Marcelo Campo
- Date of birth: 1 July 1957
- Place of birth: Quilmes, Argentine
- Date of death: 26 June 2021 (aged 63)
- Place of death: Punta del Este, Uruguay
- Height: 5 ft 11 in (1.80 m)
- Weight: 185 lb (84 kg; 13.2 st)
- Occupation(s): Teacher at St.George's College, Quilmes

Rugby union career
- Position(s): Wing

Amateur team(s)
- Years: Team / Apps / (Points)
- 1975-1978: Old Georgians /  / ()

Senior career
- Years: Team / Apps / (Points)
- 1979-1987: Pueyrredón /  / ()

International career
- Years: Team / Apps / (Points)
- 1978-1987: Argentina / 29 / (63)
- 1980-1984: South American Jaguars / 6 / (4)

= Marcelo Campo =

Argentine rugby union player (1957–2021)

Marcelo Campo (1 July 1957 – 26 June 2021) was an Argentine rugby union player. He played as a wing.

==Career==
Campo played for Old Georgians, from Quilmes.
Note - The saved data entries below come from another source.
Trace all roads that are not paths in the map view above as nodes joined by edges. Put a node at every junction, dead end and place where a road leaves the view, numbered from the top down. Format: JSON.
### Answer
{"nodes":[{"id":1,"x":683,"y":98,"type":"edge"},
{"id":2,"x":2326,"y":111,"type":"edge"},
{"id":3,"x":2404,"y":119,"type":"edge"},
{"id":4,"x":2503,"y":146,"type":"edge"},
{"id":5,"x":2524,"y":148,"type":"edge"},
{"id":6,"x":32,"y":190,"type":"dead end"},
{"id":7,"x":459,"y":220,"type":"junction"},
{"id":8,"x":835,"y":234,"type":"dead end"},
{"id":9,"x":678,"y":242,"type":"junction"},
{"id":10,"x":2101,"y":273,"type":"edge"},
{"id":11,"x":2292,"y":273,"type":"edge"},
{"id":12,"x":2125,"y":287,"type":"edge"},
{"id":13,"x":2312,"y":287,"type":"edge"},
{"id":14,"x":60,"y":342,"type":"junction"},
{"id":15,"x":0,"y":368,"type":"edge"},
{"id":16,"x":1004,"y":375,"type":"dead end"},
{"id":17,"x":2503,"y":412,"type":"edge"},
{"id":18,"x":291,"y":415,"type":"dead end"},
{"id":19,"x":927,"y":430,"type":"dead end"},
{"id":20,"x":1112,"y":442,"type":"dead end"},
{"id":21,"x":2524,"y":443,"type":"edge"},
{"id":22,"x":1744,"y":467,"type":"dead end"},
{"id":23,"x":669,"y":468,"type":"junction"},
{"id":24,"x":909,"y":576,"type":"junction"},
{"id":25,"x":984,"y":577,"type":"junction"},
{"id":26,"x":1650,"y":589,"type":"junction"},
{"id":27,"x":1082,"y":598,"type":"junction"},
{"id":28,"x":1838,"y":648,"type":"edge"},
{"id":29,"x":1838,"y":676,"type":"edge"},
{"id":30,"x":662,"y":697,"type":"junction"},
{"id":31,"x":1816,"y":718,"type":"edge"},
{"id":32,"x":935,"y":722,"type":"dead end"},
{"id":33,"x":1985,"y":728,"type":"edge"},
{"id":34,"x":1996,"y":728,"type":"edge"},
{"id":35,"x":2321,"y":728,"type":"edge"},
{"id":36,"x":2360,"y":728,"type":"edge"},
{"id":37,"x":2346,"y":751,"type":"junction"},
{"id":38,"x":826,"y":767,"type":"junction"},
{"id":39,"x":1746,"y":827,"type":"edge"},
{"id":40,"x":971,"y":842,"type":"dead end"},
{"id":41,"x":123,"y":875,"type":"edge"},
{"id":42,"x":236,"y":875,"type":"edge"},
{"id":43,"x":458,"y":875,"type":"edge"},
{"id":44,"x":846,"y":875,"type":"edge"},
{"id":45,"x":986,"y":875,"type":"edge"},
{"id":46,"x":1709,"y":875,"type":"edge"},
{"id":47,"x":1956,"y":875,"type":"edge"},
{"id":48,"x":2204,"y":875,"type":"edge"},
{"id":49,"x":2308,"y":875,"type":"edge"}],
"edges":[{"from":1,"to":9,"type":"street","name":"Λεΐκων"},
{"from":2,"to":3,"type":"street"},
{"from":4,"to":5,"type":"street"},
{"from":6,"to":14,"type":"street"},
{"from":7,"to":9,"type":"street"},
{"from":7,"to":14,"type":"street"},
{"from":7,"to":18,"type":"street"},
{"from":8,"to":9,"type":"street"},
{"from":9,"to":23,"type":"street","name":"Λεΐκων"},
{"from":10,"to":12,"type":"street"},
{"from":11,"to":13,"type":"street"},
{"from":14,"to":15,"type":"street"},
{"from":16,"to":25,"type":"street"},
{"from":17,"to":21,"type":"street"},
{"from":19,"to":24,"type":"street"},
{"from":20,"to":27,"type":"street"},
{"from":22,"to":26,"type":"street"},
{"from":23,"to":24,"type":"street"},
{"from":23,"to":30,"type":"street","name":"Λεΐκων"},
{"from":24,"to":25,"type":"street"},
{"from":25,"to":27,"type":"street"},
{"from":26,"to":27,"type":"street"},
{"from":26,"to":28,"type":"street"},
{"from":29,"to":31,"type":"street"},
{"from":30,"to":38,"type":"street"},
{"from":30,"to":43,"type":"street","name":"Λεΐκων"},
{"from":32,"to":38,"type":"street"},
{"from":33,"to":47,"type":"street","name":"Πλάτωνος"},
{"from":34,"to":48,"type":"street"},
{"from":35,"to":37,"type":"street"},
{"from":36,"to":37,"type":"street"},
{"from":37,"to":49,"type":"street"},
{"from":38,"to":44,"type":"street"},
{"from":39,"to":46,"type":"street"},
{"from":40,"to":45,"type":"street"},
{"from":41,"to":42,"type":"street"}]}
With said club, he was in the international rugby scene. The first time he wore Argentina's jersey was in a match against England XV at Twickenham, even if it was not formally a test match, which was in the second match, at Rovigo, against Italy, on 24 October 1978. However, that match at London, which ended 13-13, saw Campo going to the try line in such a spectacular manner. The event is remembered until the present day, as it was the first time that an Argentina national rugby union team played against an English counterpart, in away field.
Although not having test value, Campo played other important international matches, two against a New Zealand XV in 1979 and others against a World XV in 1980 and 1983, which saw important international players such as Jacques Fouroux, Jean-Pierre Rives, David Campese and Pierre Berbizier.
Meanwhile, in 1979, Campo moved to Pueyrredón, from Boulogne Sur Mer, in the Greater Buenos Aires due to the folding of Old Georgians in 1979. Campo won a South American championship in 1987 and was called up in the 1987 Rugby World Cup, where he played only a match, which was the last one of his international career.
Later, Campo taught rugby at the St. George's College in Quilmes, the college from where Old Georgians came.

He died of a heart attack on 26 June 2021.